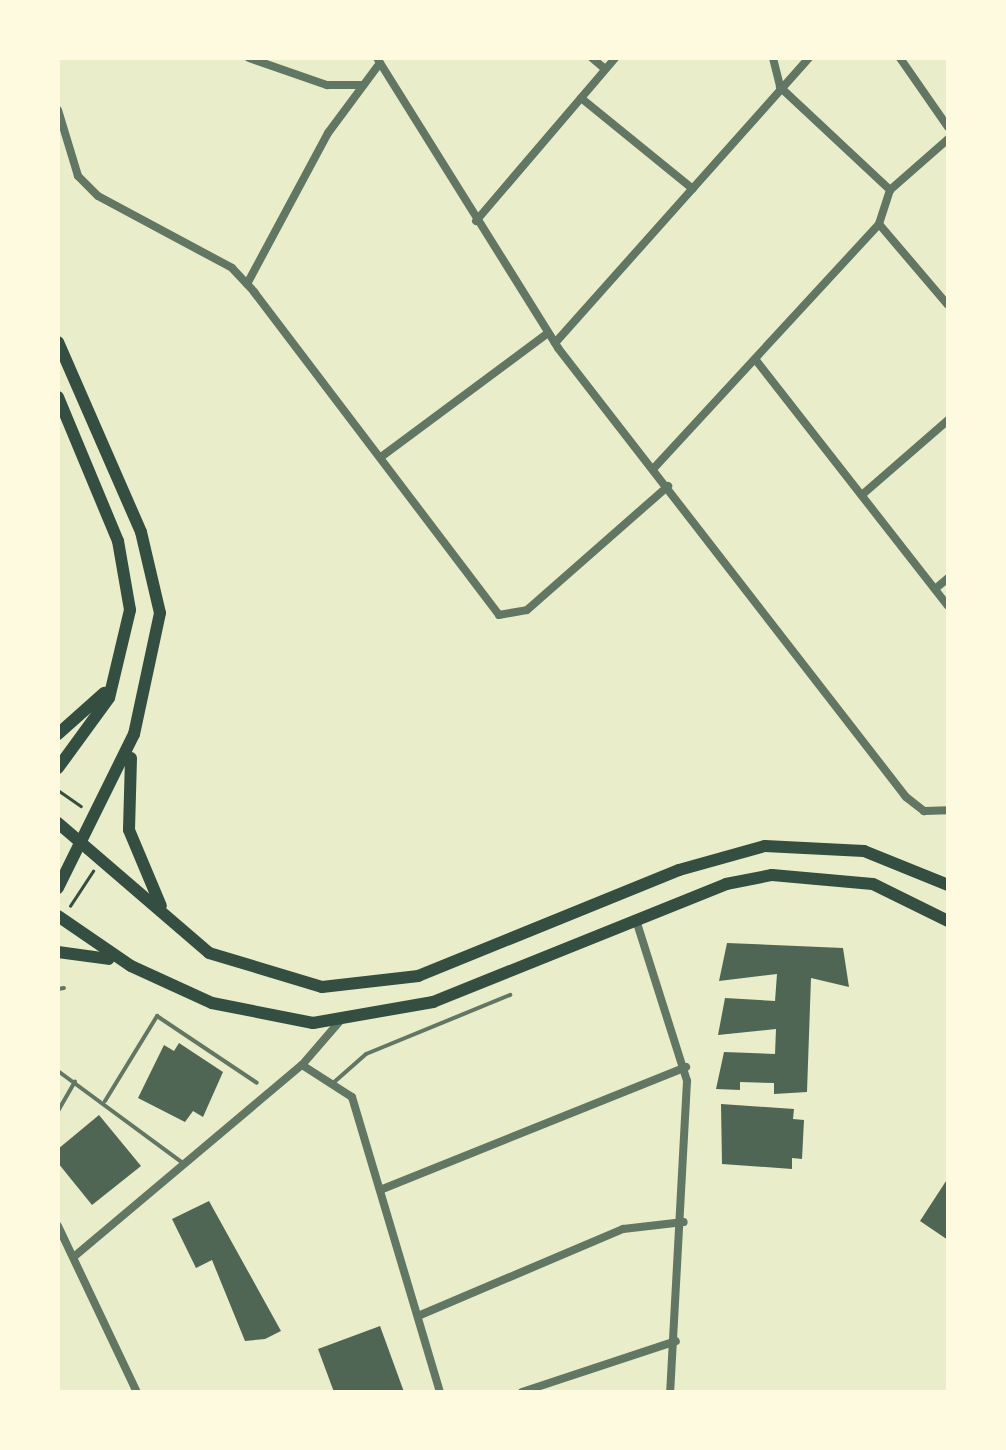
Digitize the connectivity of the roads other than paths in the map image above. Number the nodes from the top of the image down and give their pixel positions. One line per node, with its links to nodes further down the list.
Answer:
1 (249, 58): 9 (street)
2 (592, 58): 8 (street)
3 (615, 58): 8 (street)
4 (773, 58): 10 (street)
5 (808, 58): 10 (street)
6 (900, 58): 13 (street)
7 (379, 60): 9 (street); 17 (street)
8 (606, 69): 11 (street)
9 (363, 86): 19 (street)
10 (780, 87): 15 (street); 16 (street)
11 (581, 98): 15 (street); 17 (street)
12 (58, 110): 19 (street)
13 (948, 127)
14 (948, 140): 16 (street)
15 (693, 189): 23 (street)
16 (890, 190): 18 (street)
17 (476, 221): 21 (street)
18 (879, 224): 20 (street); 24 (street)
19 (247, 284): 27 (street)
20 (948, 305)
21 (548, 333): 23 (street); 27 (street)
22 (58, 342): 36 (highway)
23 (555, 343): 28 (street)
24 (755, 358): 28 (street); 30 (street)
25 (58, 397): 34 (highway)
26 (948, 420): 30 (street)
27 (381, 457): 29 (street)
28 (654, 468): 29 (street)
29 (668, 486): 38 (street)
30 (864, 494): 32 (street)
31 (948, 578): 32 (street)
32 (935, 589): 33 (street)
33 (948, 606)
34 (124, 656): 35 (highway); 37 (highway)
35 (58, 734)
36 (134, 734): 40 (highway); 46 (highway)
37 (58, 768)
38 (948, 810)
39 (58, 824): 40 (highway)
40 (86, 843): 42 (highway); 46 (highway)
41 (948, 885): 46 (highway)
42 (58, 888)
43 (63, 912): 48 (highway)
44 (636, 920): 45 (highway); 50 (highway); 52 (street)
45 (948, 921)
46 (188, 938)
47 (58, 952): 48 (highway)
48 (131, 966): 50 (highway)
49 (510, 995): 56 (lane)
50 (340, 1021): 51 (street)
51 (302, 1065): 56 (street); 59 (street)
52 (686, 1066): 60 (street); 61 (street)
53 (58, 1071): 54 (lane)
54 (75, 1082): 57 (lane); 58 (lane)
55 (257, 1083): 57 (lane)
56 (332, 1084): 60 (street)
57 (105, 1101): 59 (lane)
58 (58, 1111)
59 (184, 1164): 63 (street)
60 (380, 1190): 64 (street)
61 (684, 1222): 64 (street); 65 (street)
62 (58, 1226): 63 (street)
63 (76, 1255): 66 (street)
64 (418, 1316): 67 (street)
65 (676, 1341): 68 (street); 69 (street)
66 (137, 1392)
67 (440, 1392)
68 (522, 1392)
69 (670, 1392)

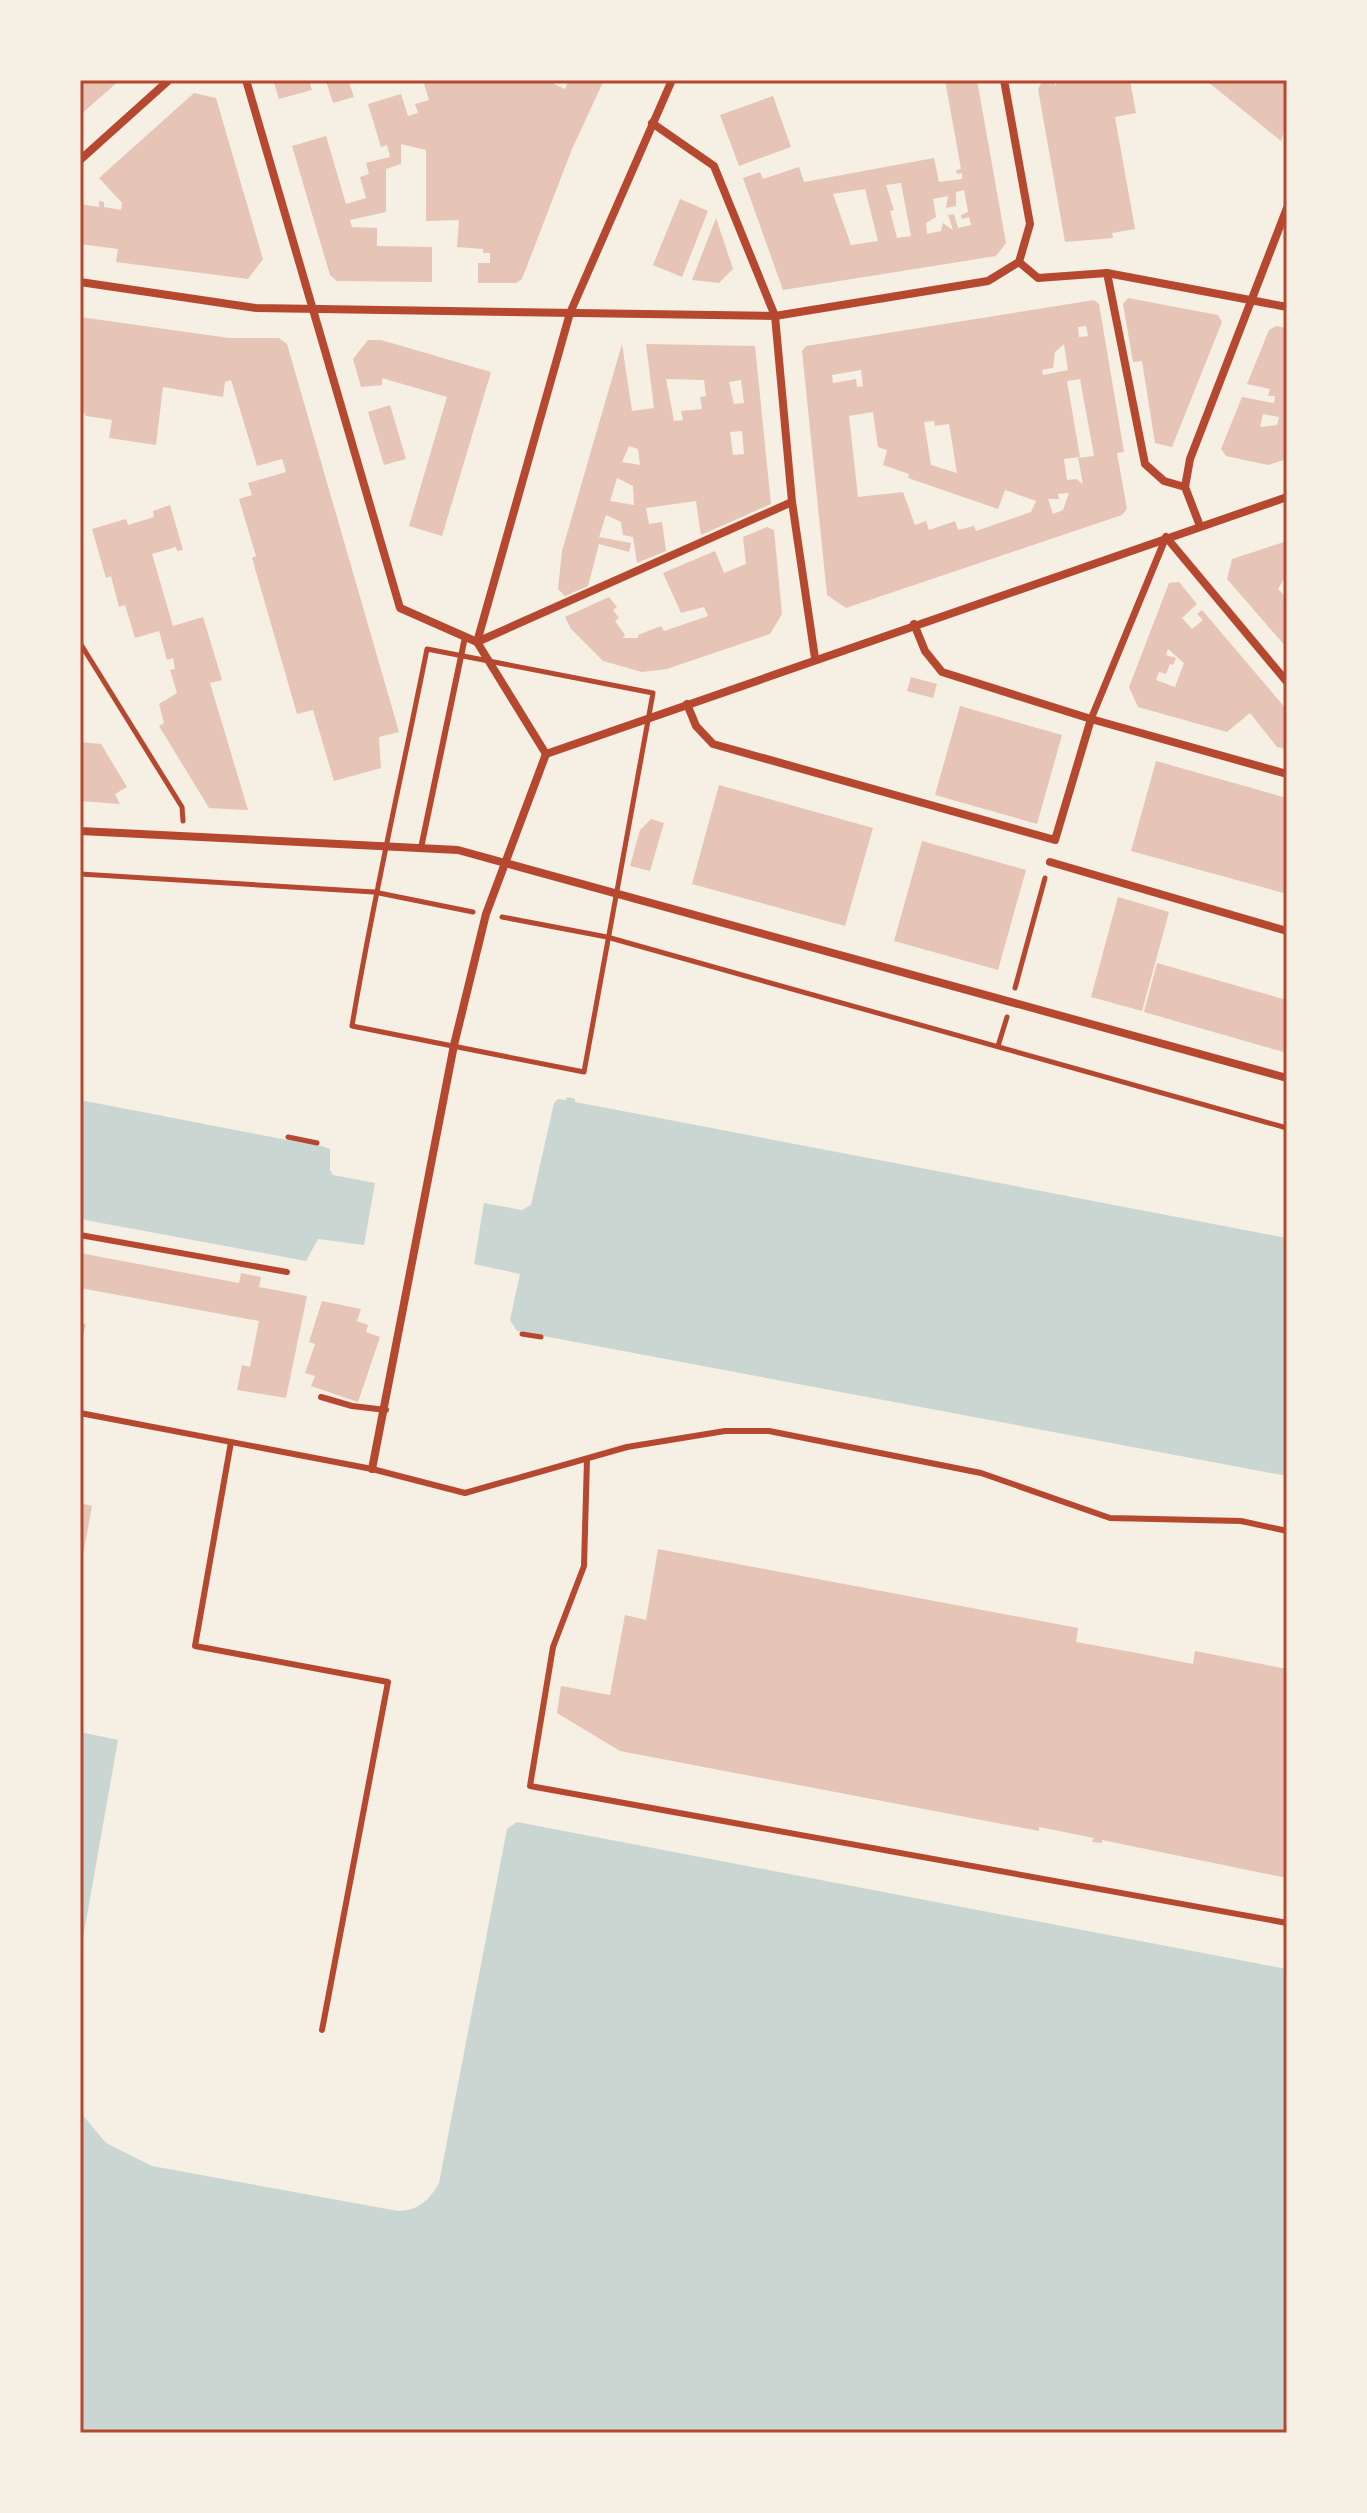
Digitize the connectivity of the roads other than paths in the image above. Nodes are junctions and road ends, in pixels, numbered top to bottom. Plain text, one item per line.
1 (169, 80) edge
2 (246, 80) edge
3 (672, 80) edge
4 (1004, 80) edge
5 (652, 123) junction
6 (80, 160) edge
7 (1287, 208) edge
8 (1019, 262) junction
9 (1107, 273) junction
10 (80, 282) edge
11 (1254, 301) junction
12 (1287, 307) edge
13 (313, 308) junction
14 (570, 313) junction
15 (775, 316) junction
16 (1185, 487) junction
17 (1287, 497) edge
18 (792, 502) junction
19 (1200, 526) junction
20 (1166, 537) junction
21 (914, 624) junction
22 (465, 637) junction
23 (477, 642) junction
24 (815, 658) junction
25 (1287, 682) edge
26 (687, 704) junction
27 (1091, 719) junction
28 (546, 754) junction
29 (1287, 774) edge
30 (80, 831) edge
31 (421, 848) junction
32 (505, 861) junction
33 (1050, 862) road end
34 (1287, 931) edge
35 (1287, 1078) edge
36 (80, 1235) edge
37 (287, 1272) dead end
38 (321, 1397) dead end
39 (386, 1410) junction
40 (80, 1413) edge
41 (231, 1442) junction
42 (587, 1459) junction
43 (372, 1469) junction
44 (1287, 1531) edge
45 (1287, 1923) edge
46 (322, 2030) dead end

1 - 6 street
2 - 13 street
3 - 5 street
4 - 8 street
5 - 14 street
5 - 15 street
7 - 11 street
8 - 9 street
8 - 15 street
9 - 11 street
9 - 16 street
10 - 13 street
11 - 12 street
11 - 16 street
13 - 14 street
13 - 22 street
14 - 15 street
14 - 23 street
15 - 18 street
16 - 19 street
17 - 19 street
18 - 23 street
18 - 24 street
19 - 20 street
20 - 21 street
20 - 25 street
20 - 27 street
21 - 24 street
21 - 27 street
22 - 23 street
22 - 31 lane
23 - 28 street
24 - 26 street
26 - 27 street
26 - 28 street
27 - 29 street
28 - 32 street
30 - 31 street
31 - 32 street
32 - 35 street
32 - 39 street
33 - 34 street
36 - 37 lane
38 - 39 lane
39 - 43 street
40 - 41 lane
41 - 43 lane
41 - 46 lane
42 - 43 lane
42 - 44 lane
42 - 45 lane

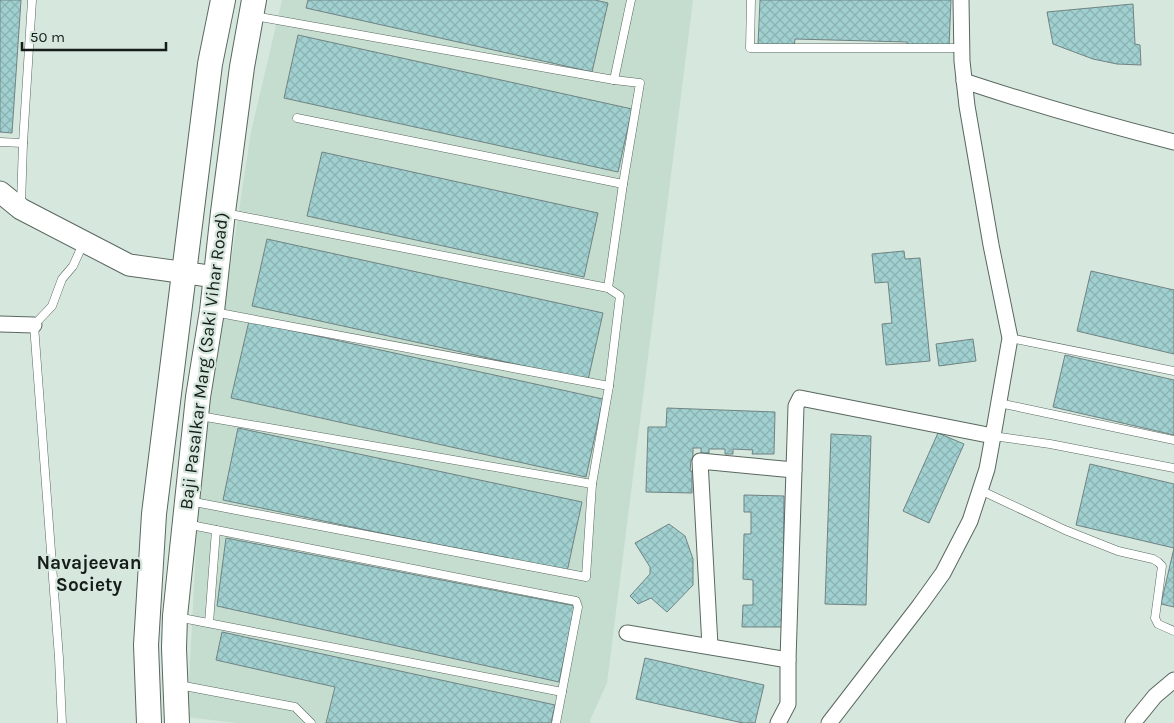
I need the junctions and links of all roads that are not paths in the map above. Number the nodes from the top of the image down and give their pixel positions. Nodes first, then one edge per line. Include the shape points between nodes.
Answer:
1 (32, 0) edge
2 (223, 0) edge
3 (631, 0) edge
4 (751, 0) edge
5 (961, 0) edge
6 (253, 8) edge
7 (962, 48) junction
8 (614, 80) junction
9 (964, 81) junction
10 (297, 118) dead end
11 (0, 142) edge
12 (1174, 142) edge
13 (23, 143) junction
14 (623, 184) junction
15 (0, 192) edge
16 (21, 209) junction
17 (223, 212) junction
18 (84, 242) junction
19 (184, 272) junction
20 (216, 277) junction
21 (608, 288) junction
22 (212, 312) junction
23 (0, 324) edge
24 (34, 325) junction
25 (1010, 338) junction
26 (1174, 371) edge
27 (609, 386) junction
28 (999, 403) junction
29 (196, 415) junction
30 (994, 436) junction
31 (1174, 440) edge
32 (1174, 468) edge
33 (794, 470) junction
34 (592, 484) junction
35 (980, 490) junction
36 (186, 512) junction
37 (216, 530) junction
38 (175, 616) junction
39 (208, 623) junction
40 (1174, 631) edge
41 (627, 633) dead end
42 (710, 646) junction
43 (788, 660) junction
44 (1174, 680) edge
45 (175, 685) junction
46 (562, 692) junction
47 (62, 723) edge
48 (149, 723) edge
49 (177, 723) edge
50 (311, 723) edge
51 (556, 723) edge
52 (778, 723) edge
53 (830, 723) edge
54 (1133, 723) edge

1 - 13 lane
2 - 19 main road, Baji Pasalkar Marg (Saki Vihar Road) via 210,64
3 - 8 lane
4 - 7 lane via 750,48
5 - 7 street
6 - 8 lane
6 - 17 main road, Baji Pasalkar Marg (Saki Vihar Road)
7 - 9 street
8 - 14 lane via 640,83
9 - 12 street
9 - 25 street
10 - 14 lane
11 - 13 lane
13 - 16 lane
14 - 21 lane
15 - 16 street
16 - 18 street
17 - 20 main road, Baji Pasalkar Marg (Saki Vihar Road)
17 - 21 lane
18 - 19 street via 130,265
18 - 24 lane via 73,266 62,279 52,306
19 - 20 street
19 - 48 main road, Baji Pasalkar Marg (Saki Vihar Road) via 154,514 146,645
20 - 22 main road, Baji Pasalkar Marg (Saki Vihar Road)
21 - 27 lane via 620,296
22 - 27 lane
22 - 29 main road, Baji Pasalkar Marg (Saki Vihar Road)
23 - 24 street
24 - 47 lane
25 - 26 lane
25 - 28 street
27 - 34 lane
28 - 30 street
28 - 31 lane
29 - 34 lane
29 - 36 main road, Baji Pasalkar Marg (Saki Vihar Road)
30 - 32 lane
30 - 33 street via 800,398 796,406
30 - 35 street
33 - 42 street via 700,461
33 - 43 street
34 - 36 lane via 586,577
35 - 40 lane via 1065,530 1118,551 1158,562 1162,566 1155,618 1158,624
35 - 53 street via 970,521 943,573
36 - 37 lane
36 - 38 main road, Baji Pasalkar Marg (Saki Vihar Road)
37 - 39 lane
37 - 46 lane via 576,601 578,607
38 - 39 lane
38 - 45 main road, Baji Pasalkar Marg (Saki Vihar Road)
39 - 46 lane
41 - 42 street
42 - 43 street
43 - 52 street via 788,704
44 - 54 street via 1154,696
45 - 49 main road, Baji Pasalkar Marg (Saki Vihar Road)
45 - 50 lane via 295,707
46 - 51 lane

** What needs to be done **
Extract every line containing the string "Vihar" from the material.

** Written answer **
2 - 19 main road, Baji Pasalkar Marg (Saki Vihar Road) via 210,64
6 - 17 main road, Baji Pasalkar Marg (Saki Vihar Road)
17 - 20 main road, Baji Pasalkar Marg (Saki Vihar Road)
19 - 48 main road, Baji Pasalkar Marg (Saki Vihar Road) via 154,514 146,645
20 - 22 main road, Baji Pasalkar Marg (Saki Vihar Road)
22 - 29 main road, Baji Pasalkar Marg (Saki Vihar Road)
29 - 36 main road, Baji Pasalkar Marg (Saki Vihar Road)
36 - 38 main road, Baji Pasalkar Marg (Saki Vihar Road)
38 - 45 main road, Baji Pasalkar Marg (Saki Vihar Road)
45 - 49 main road, Baji Pasalkar Marg (Saki Vihar Road)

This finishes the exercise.